_TASK ITEM_
Entries follow. Give back exactly the lines starting at the one containing "thumb ip: (1108, 968)" and ending at the one containing "pinky mcp: (1217, 1016)", and no other lines.

_RECORDED INFORMATION_
=== Section Start ===
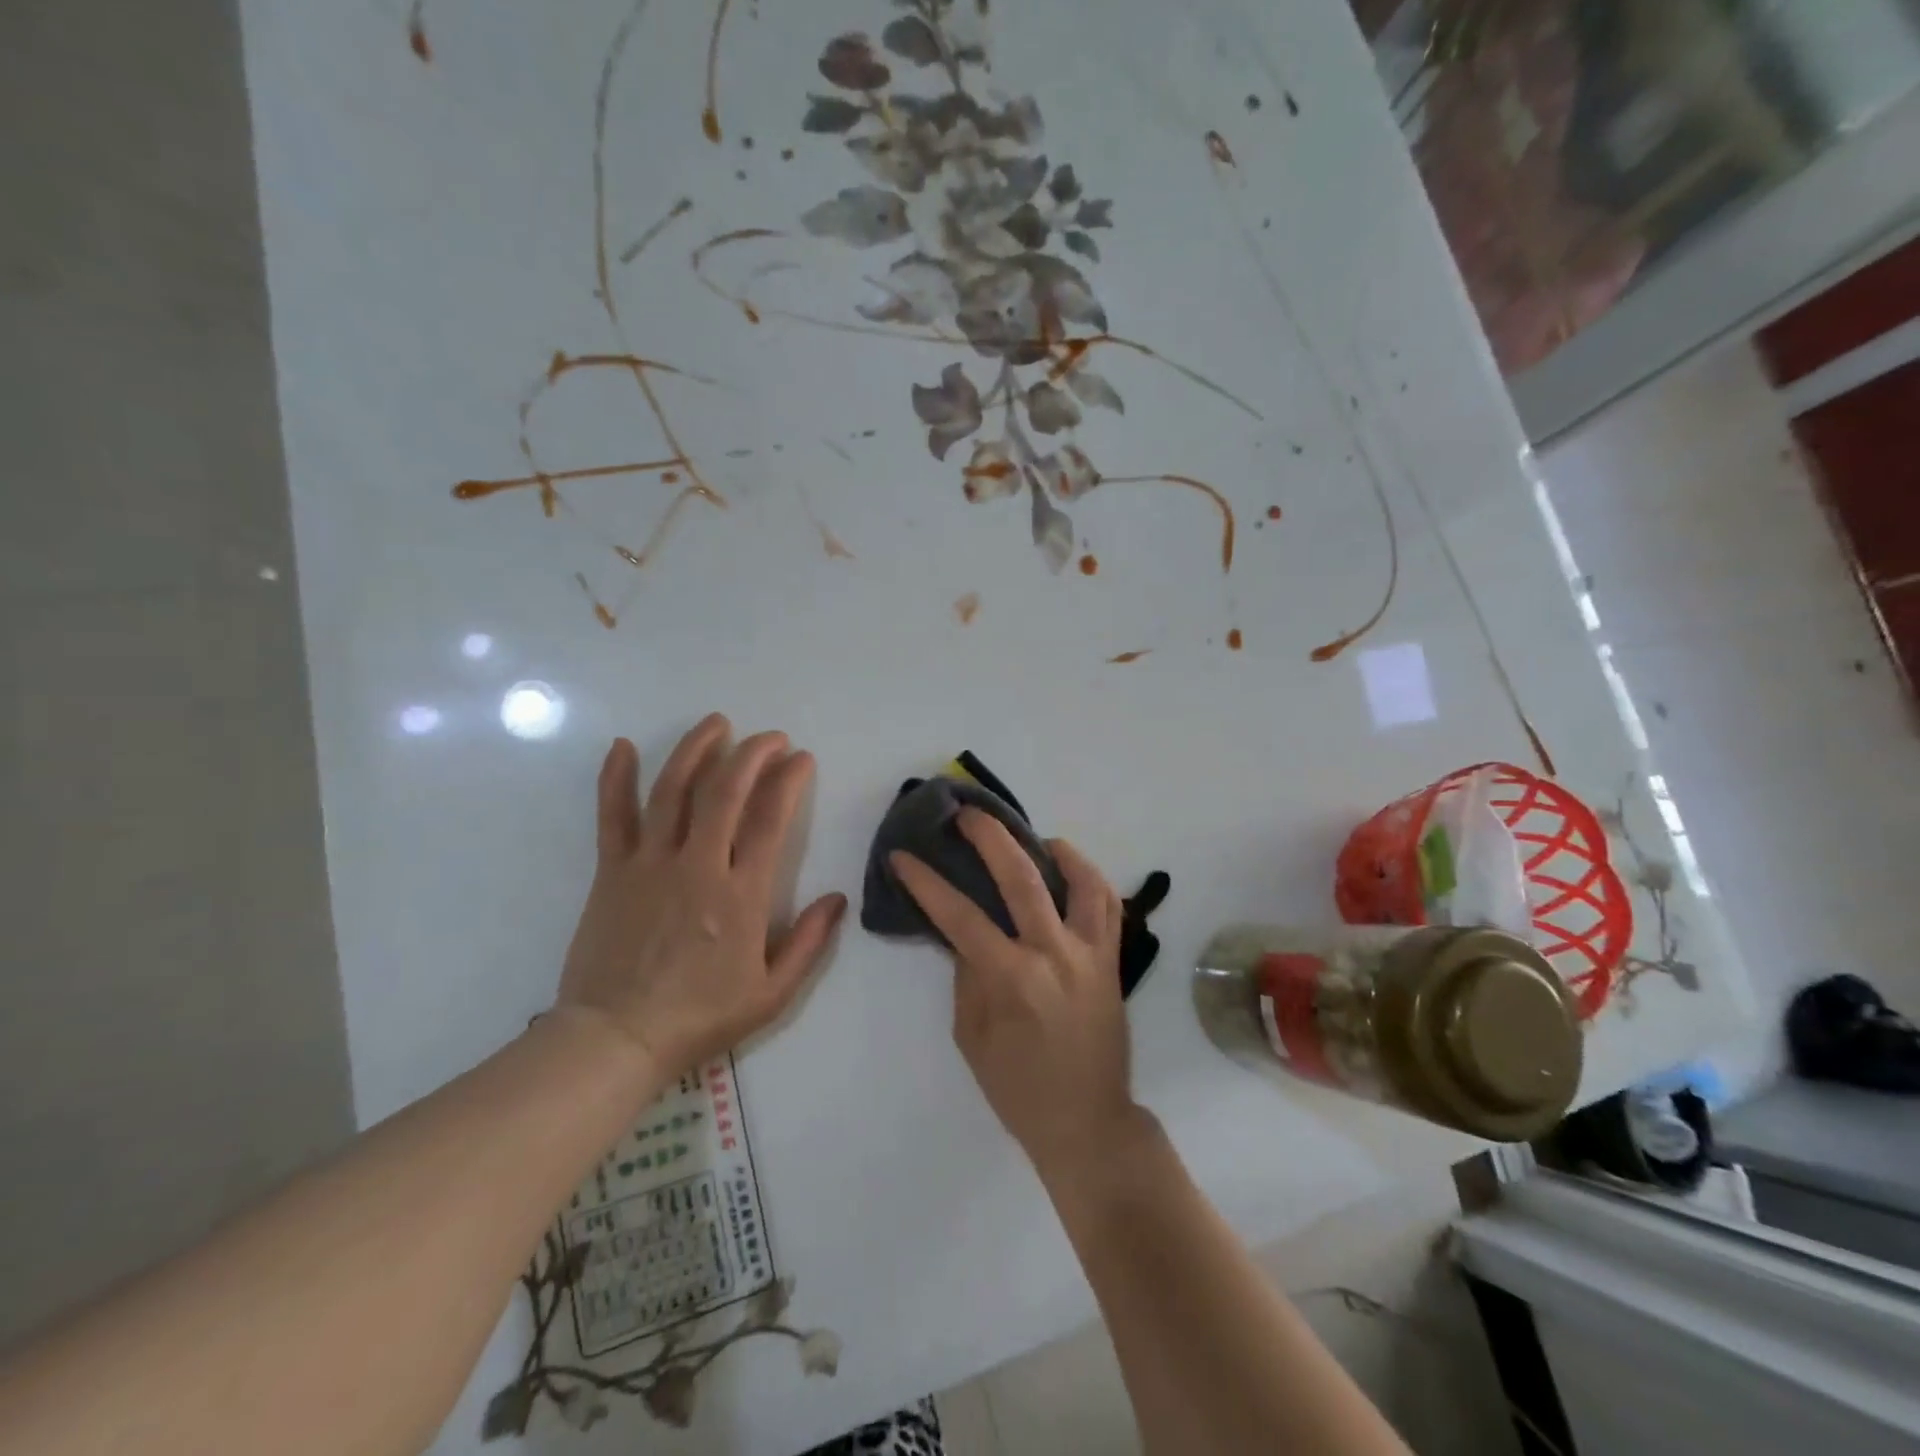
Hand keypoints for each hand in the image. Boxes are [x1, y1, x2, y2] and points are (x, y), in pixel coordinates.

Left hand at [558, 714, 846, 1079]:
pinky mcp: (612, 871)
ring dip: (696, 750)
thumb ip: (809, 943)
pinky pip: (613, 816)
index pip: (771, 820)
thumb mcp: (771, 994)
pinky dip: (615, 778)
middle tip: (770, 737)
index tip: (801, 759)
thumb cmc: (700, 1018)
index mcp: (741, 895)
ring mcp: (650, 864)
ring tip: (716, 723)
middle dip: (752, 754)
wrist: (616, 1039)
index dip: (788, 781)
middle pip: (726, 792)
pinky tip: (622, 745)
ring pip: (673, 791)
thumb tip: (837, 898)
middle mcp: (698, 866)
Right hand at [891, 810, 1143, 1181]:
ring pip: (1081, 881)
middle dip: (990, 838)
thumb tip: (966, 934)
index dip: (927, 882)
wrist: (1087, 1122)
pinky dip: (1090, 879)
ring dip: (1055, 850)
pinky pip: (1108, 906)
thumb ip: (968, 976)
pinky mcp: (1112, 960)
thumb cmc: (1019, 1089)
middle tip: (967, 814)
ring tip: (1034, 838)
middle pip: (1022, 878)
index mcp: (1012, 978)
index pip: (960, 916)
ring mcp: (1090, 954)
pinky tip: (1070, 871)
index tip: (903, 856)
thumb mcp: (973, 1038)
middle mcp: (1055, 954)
=== Section End ===
=== Section Start ===
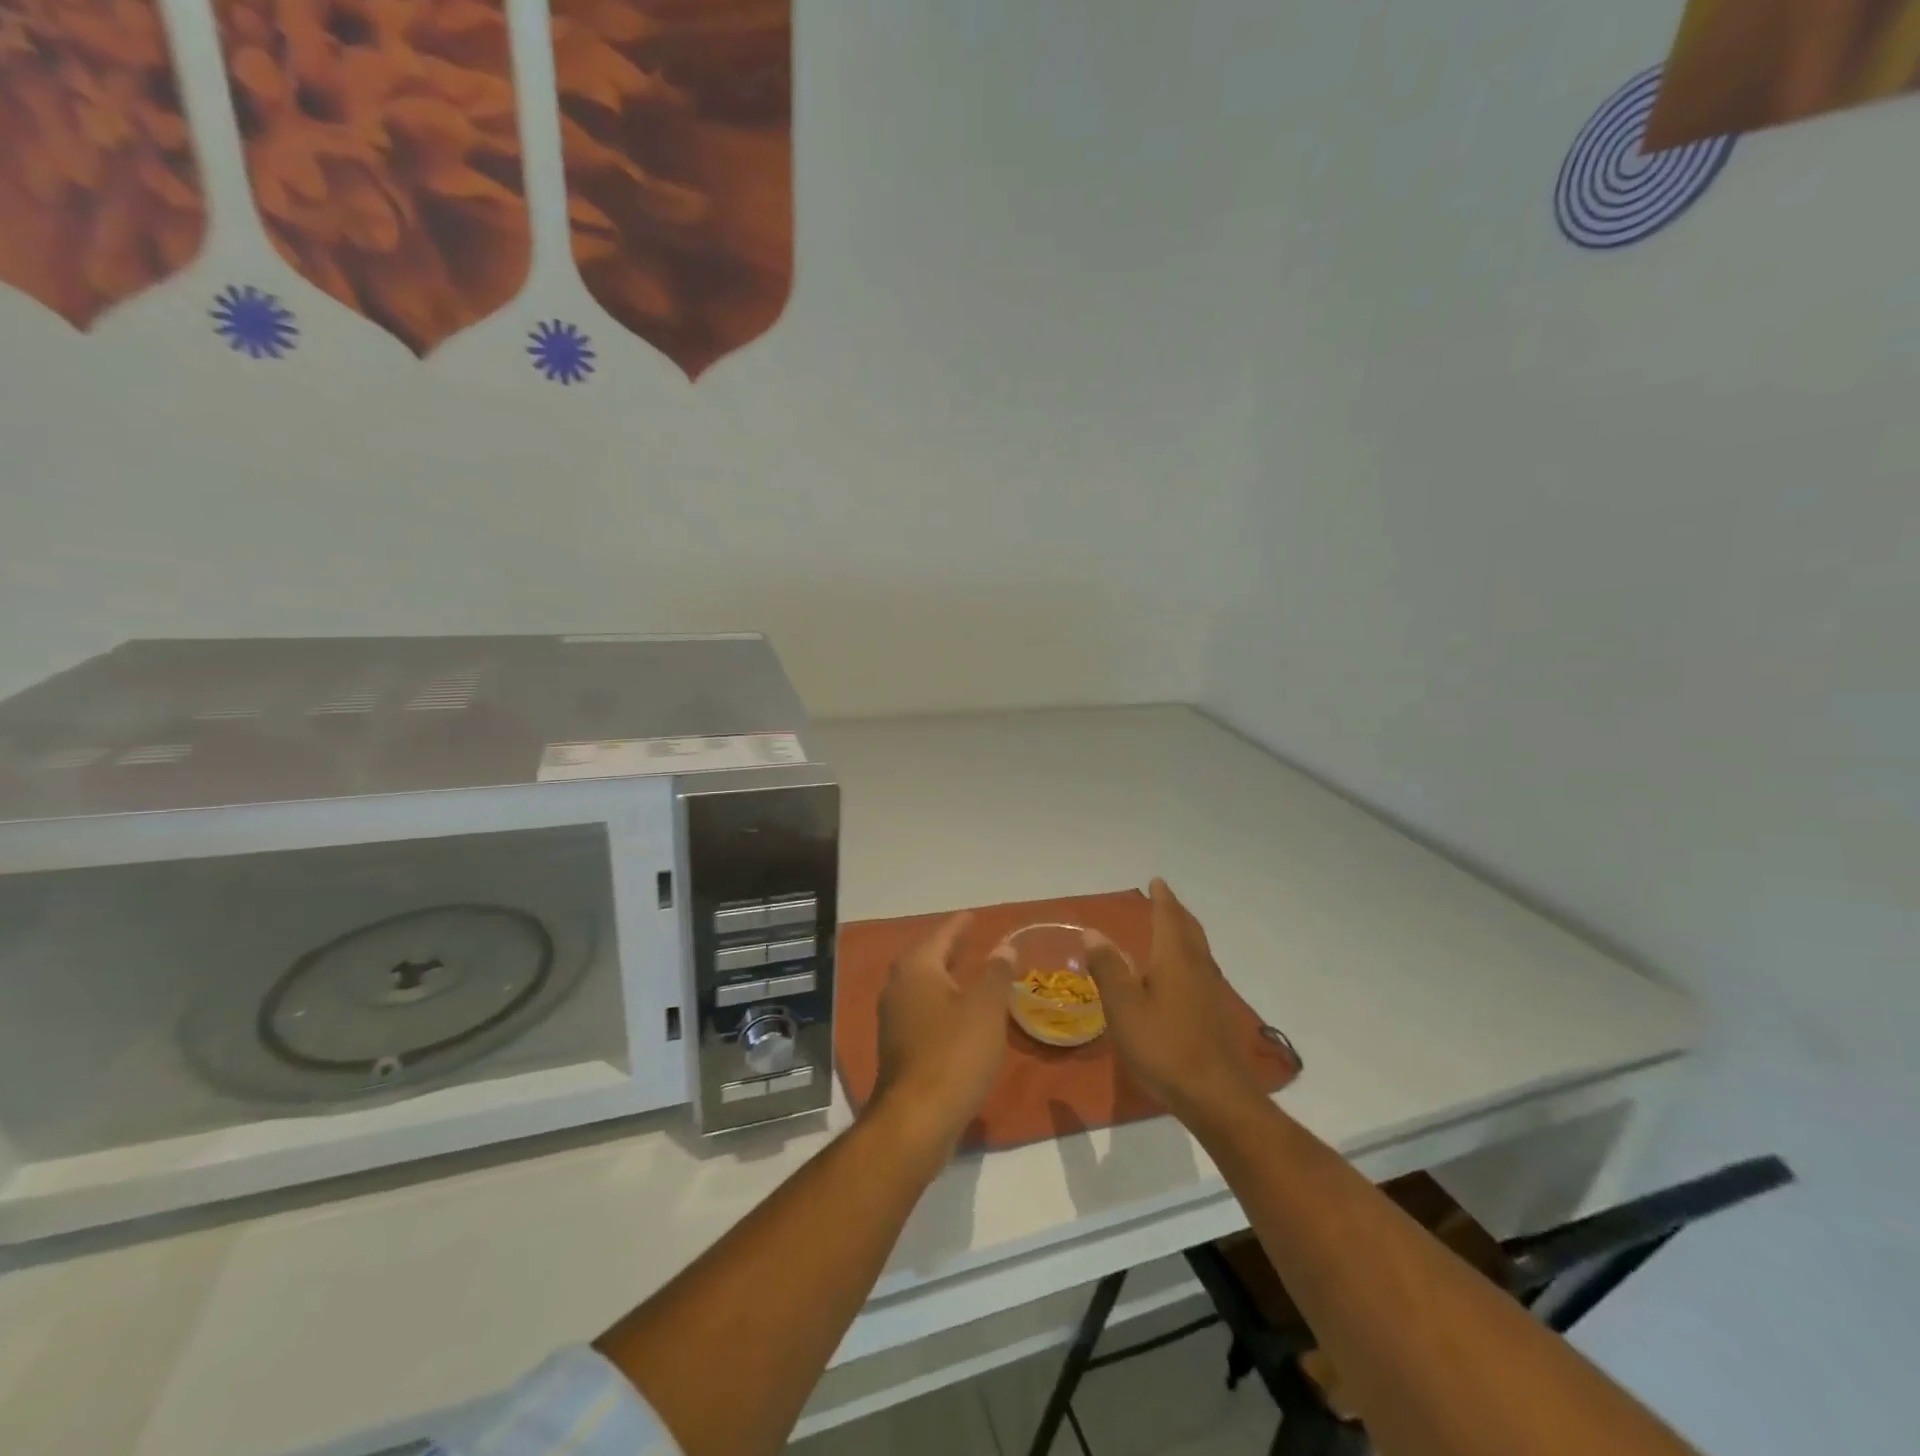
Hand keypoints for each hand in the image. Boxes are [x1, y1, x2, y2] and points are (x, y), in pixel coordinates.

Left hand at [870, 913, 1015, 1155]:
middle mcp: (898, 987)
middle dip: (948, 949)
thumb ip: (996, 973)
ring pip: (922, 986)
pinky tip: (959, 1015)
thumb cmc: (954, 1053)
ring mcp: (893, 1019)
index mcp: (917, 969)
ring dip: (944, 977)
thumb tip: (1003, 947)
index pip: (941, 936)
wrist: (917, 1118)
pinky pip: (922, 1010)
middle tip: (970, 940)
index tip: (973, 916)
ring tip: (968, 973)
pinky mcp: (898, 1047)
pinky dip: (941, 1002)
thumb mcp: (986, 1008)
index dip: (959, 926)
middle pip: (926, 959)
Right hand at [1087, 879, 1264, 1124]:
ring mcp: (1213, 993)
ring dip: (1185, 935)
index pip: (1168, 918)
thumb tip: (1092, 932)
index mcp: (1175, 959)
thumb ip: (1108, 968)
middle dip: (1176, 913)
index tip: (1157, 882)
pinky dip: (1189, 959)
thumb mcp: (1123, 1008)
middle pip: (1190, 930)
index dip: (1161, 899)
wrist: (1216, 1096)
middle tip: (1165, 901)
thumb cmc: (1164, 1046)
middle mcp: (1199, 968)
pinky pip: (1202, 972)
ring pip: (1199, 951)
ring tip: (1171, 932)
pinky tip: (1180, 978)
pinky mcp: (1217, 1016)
=== Section End ===
_SOLUTION TO THE PROBLEM_
thumb ip: (1108, 968)
middle dip: (1176, 913)
index tip: (1157, 882)
pinky dip: (1189, 959)
thumb mcp: (1123, 1008)
middle pip: (1190, 930)
index dip: (1161, 899)
wrist: (1216, 1096)
middle tip: (1165, 901)
thumb cmc: (1164, 1046)
middle mcp: (1199, 968)
pinky pip: (1202, 972)
ring pip: (1199, 951)
ring tip: (1171, 932)
pinky tip: (1180, 978)
pinky mcp: (1217, 1016)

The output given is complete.